Problem to solve:
In the records below, pick out all lines containing the word "street".
+++ Material for the task
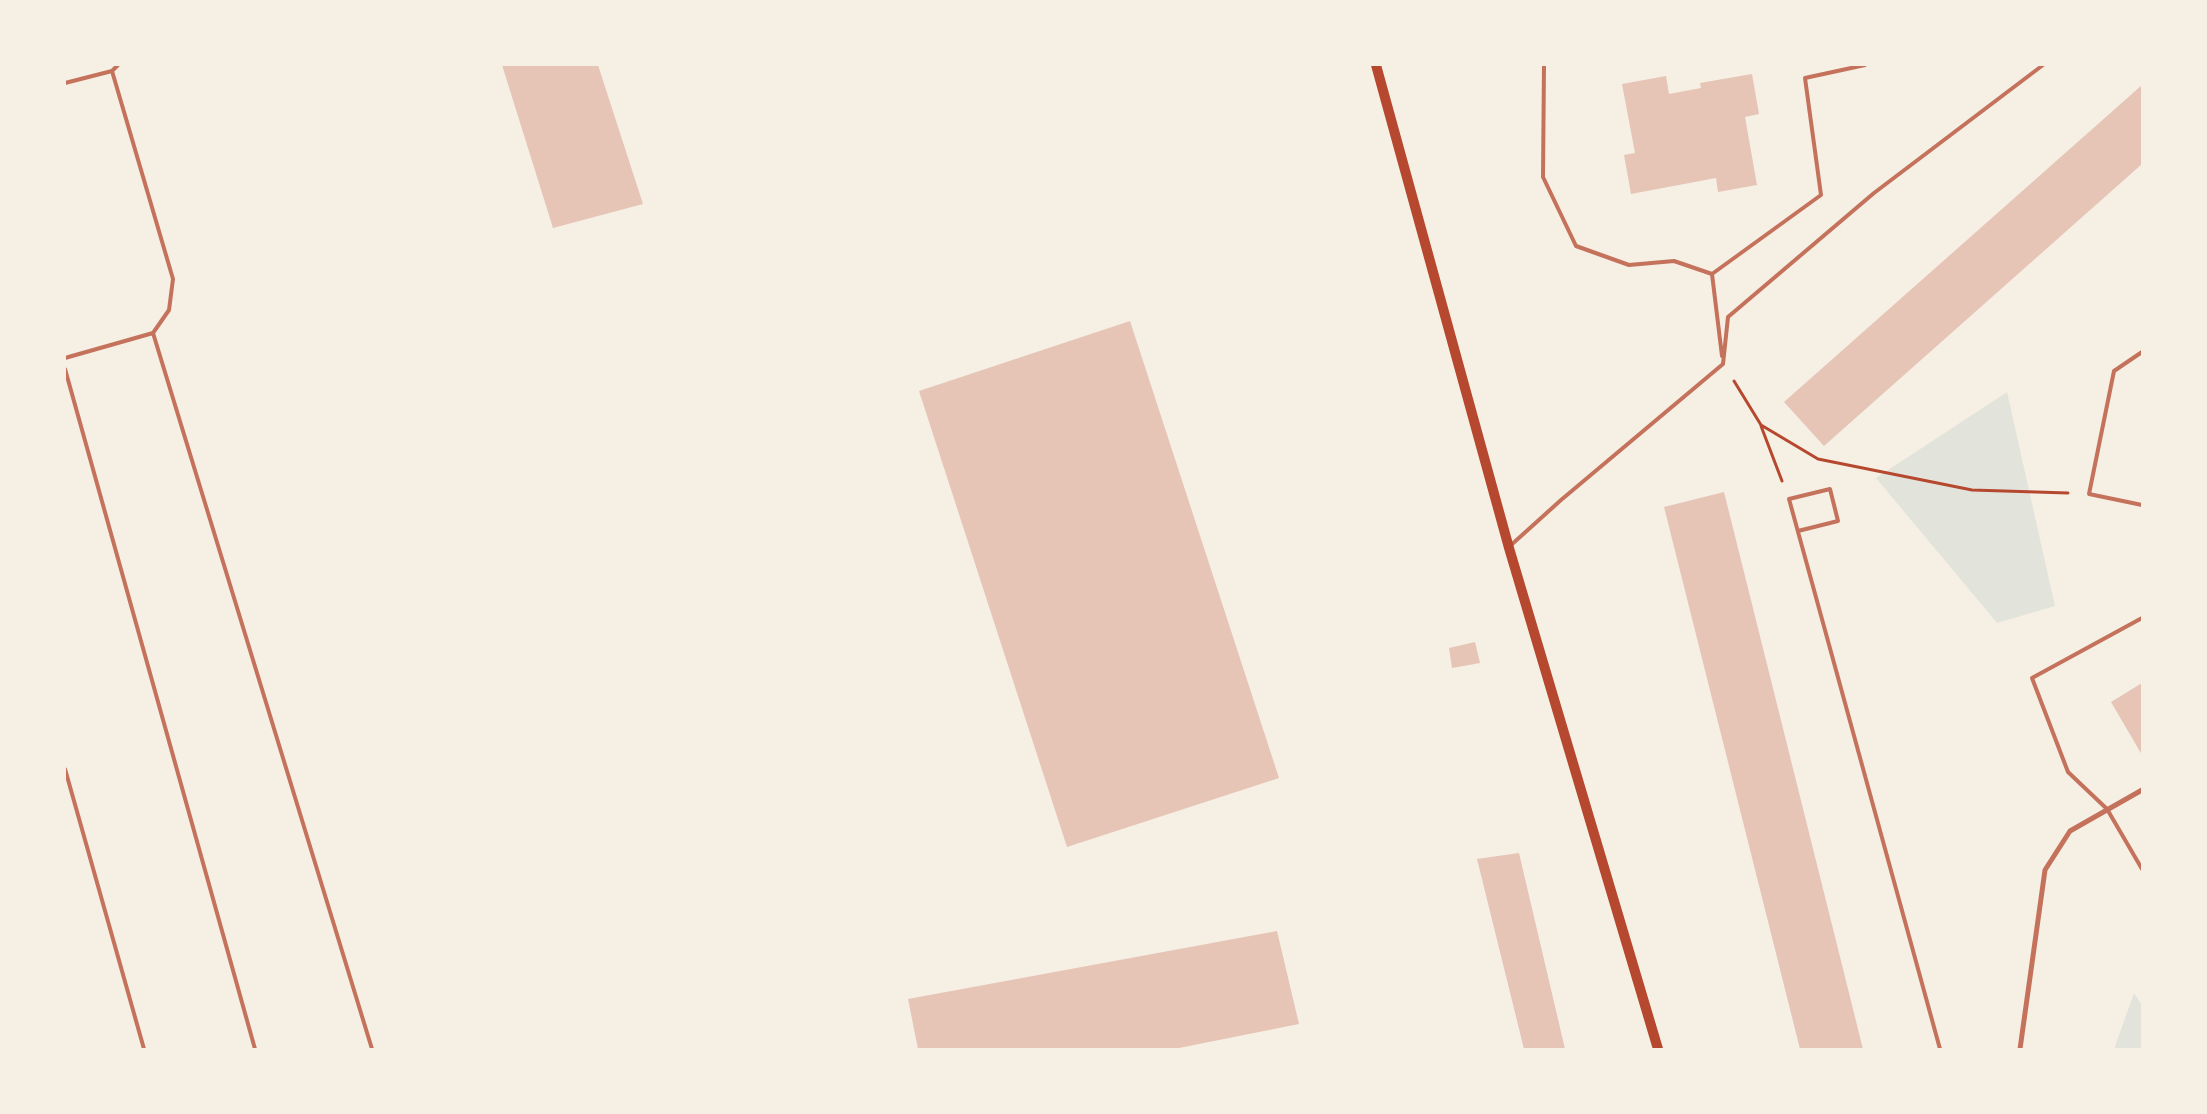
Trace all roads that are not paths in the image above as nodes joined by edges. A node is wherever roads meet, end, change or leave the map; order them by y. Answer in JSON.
{"nodes":[{"id":1,"x":118,"y":65,"type":"edge"},
{"id":2,"x":1376,"y":65,"type":"edge"},
{"id":3,"x":1544,"y":65,"type":"edge"},
{"id":4,"x":1865,"y":65,"type":"edge"},
{"id":5,"x":2043,"y":65,"type":"edge"},
{"id":6,"x":112,"y":71,"type":"junction"},
{"id":7,"x":65,"y":83,"type":"edge"},
{"id":8,"x":1712,"y":274,"type":"junction"},
{"id":9,"x":153,"y":333,"type":"junction"},
{"id":10,"x":2142,"y":352,"type":"edge"},
{"id":11,"x":65,"y":358,"type":"edge"},
{"id":12,"x":1723,"y":364,"type":"junction"},
{"id":13,"x":65,"y":369,"type":"edge"},
{"id":14,"x":2142,"y":505,"type":"edge"},
{"id":15,"x":1798,"y":531,"type":"junction"},
{"id":16,"x":1508,"y":548,"type":"junction"},
{"id":17,"x":2142,"y":618,"type":"edge"},
{"id":18,"x":65,"y":769,"type":"edge"},
{"id":19,"x":2142,"y":790,"type":"edge"},
{"id":20,"x":2106,"y":809,"type":"junction"},
{"id":21,"x":2142,"y":869,"type":"edge"},
{"id":22,"x":144,"y":1049,"type":"edge"},
{"id":23,"x":255,"y":1049,"type":"edge"},
{"id":24,"x":372,"y":1049,"type":"edge"},
{"id":25,"x":1658,"y":1049,"type":"edge"},
{"id":26,"x":1940,"y":1049,"type":"edge"},
{"id":27,"x":2020,"y":1049,"type":"edge"}],
"edges":[{"from":1,"to":6,"type":"lane"},
{"from":2,"to":16,"type":"main road"},
{"from":3,"to":8,"type":"lane"},
{"from":4,"to":8,"type":"lane"},
{"from":5,"to":12,"type":"lane"},
{"from":6,"to":7,"type":"lane"},
{"from":6,"to":9,"type":"lane"},
{"from":8,"to":12,"type":"lane"},
{"from":9,"to":11,"type":"lane"},
{"from":9,"to":24,"type":"lane"},
{"from":10,"to":14,"type":"lane"},
{"from":12,"to":16,"type":"lane"},
{"from":13,"to":23,"type":"lane"},
{"from":15,"to":15,"type":"lane"},
{"from":15,"to":26,"type":"lane"},
{"from":16,"to":25,"type":"main road"},
{"from":17,"to":20,"type":"lane"},
{"from":18,"to":22,"type":"lane"},
{"from":19,"to":20,"type":"street"},
{"from":20,"to":21,"type":"lane"},
{"from":20,"to":27,"type":"street"}]}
++++++
Answer space:
{"from":19,"to":20,"type":"street"},
{"from":20,"to":27,"type":"street"}]}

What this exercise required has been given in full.